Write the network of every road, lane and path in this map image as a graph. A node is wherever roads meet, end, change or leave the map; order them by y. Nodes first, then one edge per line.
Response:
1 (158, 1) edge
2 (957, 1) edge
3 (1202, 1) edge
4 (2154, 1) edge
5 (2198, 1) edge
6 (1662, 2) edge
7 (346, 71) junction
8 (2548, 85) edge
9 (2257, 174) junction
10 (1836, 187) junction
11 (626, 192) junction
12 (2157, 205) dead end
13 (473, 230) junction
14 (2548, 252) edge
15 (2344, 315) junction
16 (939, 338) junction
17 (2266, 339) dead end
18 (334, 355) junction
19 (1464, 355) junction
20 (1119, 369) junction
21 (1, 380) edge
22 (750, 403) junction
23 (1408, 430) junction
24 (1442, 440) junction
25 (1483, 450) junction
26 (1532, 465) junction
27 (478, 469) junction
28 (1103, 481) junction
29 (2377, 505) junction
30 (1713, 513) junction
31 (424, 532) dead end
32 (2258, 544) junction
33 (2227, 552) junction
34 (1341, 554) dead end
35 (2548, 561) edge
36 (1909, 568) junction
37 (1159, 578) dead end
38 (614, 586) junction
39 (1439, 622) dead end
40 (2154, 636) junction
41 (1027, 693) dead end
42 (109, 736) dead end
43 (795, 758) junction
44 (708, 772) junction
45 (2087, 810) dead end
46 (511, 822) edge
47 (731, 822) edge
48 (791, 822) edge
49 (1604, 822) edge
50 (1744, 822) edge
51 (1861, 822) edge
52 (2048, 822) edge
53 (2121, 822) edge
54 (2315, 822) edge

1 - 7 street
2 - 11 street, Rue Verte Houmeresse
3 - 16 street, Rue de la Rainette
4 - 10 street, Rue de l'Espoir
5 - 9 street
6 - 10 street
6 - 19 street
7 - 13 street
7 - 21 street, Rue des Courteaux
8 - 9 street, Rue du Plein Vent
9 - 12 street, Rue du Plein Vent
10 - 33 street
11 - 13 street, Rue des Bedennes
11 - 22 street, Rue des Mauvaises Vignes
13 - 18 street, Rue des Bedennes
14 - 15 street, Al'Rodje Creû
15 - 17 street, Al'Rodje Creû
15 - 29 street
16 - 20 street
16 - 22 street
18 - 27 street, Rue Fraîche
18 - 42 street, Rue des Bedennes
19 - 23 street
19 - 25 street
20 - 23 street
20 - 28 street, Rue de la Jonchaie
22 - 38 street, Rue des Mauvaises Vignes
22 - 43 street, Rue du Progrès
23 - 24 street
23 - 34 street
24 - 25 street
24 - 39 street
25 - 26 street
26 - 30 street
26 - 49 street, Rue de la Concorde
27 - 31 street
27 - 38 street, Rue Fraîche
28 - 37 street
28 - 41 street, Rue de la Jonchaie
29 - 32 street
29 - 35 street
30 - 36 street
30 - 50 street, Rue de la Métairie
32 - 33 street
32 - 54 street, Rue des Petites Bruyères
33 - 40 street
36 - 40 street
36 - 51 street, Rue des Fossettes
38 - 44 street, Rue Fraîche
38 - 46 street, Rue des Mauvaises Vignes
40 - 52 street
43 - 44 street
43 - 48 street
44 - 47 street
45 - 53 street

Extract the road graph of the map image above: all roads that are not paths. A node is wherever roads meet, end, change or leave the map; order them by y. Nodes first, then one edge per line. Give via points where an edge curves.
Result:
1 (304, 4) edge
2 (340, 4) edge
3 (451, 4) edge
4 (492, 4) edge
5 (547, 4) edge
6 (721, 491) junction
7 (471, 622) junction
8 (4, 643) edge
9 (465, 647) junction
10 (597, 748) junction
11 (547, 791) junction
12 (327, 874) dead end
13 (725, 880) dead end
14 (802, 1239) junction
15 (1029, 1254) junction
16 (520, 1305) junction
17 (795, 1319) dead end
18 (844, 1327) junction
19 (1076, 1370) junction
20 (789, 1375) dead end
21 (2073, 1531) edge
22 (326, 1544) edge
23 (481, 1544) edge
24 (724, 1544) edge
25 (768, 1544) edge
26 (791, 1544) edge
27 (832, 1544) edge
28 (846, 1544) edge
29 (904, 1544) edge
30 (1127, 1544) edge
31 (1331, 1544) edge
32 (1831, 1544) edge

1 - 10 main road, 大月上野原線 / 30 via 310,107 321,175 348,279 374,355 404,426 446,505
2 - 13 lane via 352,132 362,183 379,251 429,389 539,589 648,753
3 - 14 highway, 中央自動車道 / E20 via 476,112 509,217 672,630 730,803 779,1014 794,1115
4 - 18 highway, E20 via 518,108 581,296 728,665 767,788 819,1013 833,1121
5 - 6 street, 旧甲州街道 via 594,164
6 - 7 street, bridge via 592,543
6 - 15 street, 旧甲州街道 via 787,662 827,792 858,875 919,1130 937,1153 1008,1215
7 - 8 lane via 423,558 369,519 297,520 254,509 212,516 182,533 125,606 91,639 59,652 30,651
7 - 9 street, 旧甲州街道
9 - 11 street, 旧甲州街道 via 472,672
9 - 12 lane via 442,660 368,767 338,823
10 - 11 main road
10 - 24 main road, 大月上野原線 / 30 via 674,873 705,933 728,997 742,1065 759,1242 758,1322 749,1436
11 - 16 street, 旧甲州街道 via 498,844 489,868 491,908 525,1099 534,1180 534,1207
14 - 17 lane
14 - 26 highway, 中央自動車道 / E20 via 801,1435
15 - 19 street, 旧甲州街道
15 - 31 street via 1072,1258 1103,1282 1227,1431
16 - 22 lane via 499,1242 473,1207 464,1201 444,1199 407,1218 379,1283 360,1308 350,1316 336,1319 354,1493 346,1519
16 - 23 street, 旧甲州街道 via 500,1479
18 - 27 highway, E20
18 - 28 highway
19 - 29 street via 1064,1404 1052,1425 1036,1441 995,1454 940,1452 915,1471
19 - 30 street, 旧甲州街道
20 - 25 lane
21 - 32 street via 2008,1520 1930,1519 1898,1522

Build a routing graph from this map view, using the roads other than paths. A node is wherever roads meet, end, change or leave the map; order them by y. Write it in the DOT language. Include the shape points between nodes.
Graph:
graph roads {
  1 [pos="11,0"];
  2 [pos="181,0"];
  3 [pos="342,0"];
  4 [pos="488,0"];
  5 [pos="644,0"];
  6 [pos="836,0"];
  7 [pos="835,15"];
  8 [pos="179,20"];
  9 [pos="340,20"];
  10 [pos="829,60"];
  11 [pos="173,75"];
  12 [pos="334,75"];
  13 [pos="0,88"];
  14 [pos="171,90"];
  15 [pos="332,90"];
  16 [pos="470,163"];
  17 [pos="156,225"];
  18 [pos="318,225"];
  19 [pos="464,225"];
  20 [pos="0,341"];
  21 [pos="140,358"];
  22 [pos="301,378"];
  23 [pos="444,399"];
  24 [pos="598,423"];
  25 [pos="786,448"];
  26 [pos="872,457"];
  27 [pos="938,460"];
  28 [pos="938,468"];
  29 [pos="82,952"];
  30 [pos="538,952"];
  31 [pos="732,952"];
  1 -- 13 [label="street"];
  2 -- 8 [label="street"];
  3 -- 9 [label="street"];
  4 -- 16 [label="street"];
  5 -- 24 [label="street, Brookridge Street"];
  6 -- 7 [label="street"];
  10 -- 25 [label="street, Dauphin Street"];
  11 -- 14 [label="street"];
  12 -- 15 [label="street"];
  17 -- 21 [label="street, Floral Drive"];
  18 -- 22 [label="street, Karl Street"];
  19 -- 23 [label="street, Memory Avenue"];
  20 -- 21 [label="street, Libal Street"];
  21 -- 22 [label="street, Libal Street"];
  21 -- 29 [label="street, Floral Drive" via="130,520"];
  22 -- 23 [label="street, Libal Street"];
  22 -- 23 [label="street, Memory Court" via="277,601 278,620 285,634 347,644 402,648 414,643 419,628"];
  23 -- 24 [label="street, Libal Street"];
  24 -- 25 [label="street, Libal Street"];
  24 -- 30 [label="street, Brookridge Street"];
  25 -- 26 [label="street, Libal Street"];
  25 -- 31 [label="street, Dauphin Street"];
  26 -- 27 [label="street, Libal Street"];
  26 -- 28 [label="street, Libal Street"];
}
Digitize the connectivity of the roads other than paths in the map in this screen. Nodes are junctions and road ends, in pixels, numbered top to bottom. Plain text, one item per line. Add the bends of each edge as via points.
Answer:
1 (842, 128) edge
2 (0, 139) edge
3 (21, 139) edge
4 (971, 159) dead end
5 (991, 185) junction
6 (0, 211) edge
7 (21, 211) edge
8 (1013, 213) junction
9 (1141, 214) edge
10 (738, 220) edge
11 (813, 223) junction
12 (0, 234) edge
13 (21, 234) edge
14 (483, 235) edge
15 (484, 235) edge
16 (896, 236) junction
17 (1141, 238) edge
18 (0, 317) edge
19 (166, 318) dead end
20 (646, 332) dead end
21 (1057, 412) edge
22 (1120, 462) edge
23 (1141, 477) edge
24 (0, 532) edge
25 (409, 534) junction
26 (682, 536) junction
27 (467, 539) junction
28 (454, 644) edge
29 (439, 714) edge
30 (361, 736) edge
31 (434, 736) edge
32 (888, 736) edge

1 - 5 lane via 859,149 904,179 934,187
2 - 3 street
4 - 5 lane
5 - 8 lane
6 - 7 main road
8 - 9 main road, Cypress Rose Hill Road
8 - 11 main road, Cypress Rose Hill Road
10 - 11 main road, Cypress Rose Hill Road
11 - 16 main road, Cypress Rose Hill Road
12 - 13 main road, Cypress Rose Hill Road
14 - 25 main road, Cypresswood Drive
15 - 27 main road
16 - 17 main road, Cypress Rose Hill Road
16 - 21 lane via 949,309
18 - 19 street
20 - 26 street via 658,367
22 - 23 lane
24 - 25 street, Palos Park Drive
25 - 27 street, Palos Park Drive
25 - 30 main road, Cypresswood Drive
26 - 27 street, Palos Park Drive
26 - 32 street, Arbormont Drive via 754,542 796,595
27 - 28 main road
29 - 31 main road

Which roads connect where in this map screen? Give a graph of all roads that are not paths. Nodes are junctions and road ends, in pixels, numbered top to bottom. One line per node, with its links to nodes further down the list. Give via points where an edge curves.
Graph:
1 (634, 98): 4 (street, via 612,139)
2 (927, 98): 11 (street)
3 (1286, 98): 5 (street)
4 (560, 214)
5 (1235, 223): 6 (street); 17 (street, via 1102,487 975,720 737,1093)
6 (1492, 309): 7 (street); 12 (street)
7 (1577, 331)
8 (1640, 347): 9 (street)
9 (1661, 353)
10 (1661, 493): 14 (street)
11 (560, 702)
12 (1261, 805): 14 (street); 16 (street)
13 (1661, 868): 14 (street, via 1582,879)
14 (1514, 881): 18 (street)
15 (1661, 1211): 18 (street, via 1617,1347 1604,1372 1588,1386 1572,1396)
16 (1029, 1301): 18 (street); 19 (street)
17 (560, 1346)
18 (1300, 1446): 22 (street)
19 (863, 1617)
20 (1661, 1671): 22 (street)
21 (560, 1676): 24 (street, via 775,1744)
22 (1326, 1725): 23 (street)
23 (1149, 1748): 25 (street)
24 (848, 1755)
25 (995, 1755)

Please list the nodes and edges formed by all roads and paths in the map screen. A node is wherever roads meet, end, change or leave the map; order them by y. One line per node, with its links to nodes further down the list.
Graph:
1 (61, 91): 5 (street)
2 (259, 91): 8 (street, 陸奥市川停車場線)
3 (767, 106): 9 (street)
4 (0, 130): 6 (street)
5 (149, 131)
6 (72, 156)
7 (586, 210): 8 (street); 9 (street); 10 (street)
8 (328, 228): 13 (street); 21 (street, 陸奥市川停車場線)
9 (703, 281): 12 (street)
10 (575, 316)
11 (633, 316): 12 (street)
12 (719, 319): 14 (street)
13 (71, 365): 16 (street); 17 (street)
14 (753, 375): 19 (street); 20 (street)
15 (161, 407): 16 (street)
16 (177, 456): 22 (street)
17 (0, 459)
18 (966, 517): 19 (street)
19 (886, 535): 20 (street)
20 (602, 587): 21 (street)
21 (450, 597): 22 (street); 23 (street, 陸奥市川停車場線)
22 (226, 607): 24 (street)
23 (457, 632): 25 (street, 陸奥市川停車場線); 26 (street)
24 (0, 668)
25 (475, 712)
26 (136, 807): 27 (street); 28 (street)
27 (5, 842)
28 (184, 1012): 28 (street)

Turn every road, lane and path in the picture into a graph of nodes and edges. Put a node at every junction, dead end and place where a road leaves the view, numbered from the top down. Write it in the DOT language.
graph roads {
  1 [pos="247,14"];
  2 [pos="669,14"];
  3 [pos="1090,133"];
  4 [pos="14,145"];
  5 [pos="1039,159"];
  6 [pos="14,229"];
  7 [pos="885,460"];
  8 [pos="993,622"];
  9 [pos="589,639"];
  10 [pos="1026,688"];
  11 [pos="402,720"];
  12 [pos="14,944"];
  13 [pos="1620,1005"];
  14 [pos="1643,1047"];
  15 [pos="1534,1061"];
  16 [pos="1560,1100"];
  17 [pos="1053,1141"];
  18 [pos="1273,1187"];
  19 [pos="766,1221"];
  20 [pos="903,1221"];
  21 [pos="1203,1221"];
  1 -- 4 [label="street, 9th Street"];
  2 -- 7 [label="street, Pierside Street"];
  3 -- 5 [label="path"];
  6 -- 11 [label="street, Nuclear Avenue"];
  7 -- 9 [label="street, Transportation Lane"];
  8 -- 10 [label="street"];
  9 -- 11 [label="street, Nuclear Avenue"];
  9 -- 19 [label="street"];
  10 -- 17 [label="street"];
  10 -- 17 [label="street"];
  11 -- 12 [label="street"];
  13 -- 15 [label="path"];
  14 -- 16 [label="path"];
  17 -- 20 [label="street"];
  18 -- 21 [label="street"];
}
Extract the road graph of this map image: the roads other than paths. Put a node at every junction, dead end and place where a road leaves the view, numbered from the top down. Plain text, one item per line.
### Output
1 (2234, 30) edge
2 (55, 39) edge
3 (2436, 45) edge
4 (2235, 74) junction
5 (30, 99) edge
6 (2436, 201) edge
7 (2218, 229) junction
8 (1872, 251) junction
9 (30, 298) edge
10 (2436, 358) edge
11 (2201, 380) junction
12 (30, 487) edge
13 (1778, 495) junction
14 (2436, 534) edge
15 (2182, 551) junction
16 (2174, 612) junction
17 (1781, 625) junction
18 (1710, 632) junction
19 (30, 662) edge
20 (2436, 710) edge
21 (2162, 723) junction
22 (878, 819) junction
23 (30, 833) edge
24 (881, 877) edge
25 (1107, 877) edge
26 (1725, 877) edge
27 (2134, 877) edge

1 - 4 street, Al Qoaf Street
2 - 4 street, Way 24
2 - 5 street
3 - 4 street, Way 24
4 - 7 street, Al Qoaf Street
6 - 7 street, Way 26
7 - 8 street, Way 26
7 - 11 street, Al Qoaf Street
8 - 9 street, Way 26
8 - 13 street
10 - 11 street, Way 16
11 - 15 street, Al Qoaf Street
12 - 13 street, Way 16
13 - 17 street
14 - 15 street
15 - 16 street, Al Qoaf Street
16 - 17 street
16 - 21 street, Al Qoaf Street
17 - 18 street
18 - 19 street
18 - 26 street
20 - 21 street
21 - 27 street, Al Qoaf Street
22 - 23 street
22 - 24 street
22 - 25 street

Task details — Scan the entries and show every line in which the word "Hill" is found.

Written solution —
8 - 9 main road, Cypress Rose Hill Road
8 - 11 main road, Cypress Rose Hill Road
10 - 11 main road, Cypress Rose Hill Road
11 - 16 main road, Cypress Rose Hill Road
12 - 13 main road, Cypress Rose Hill Road
16 - 17 main road, Cypress Rose Hill Road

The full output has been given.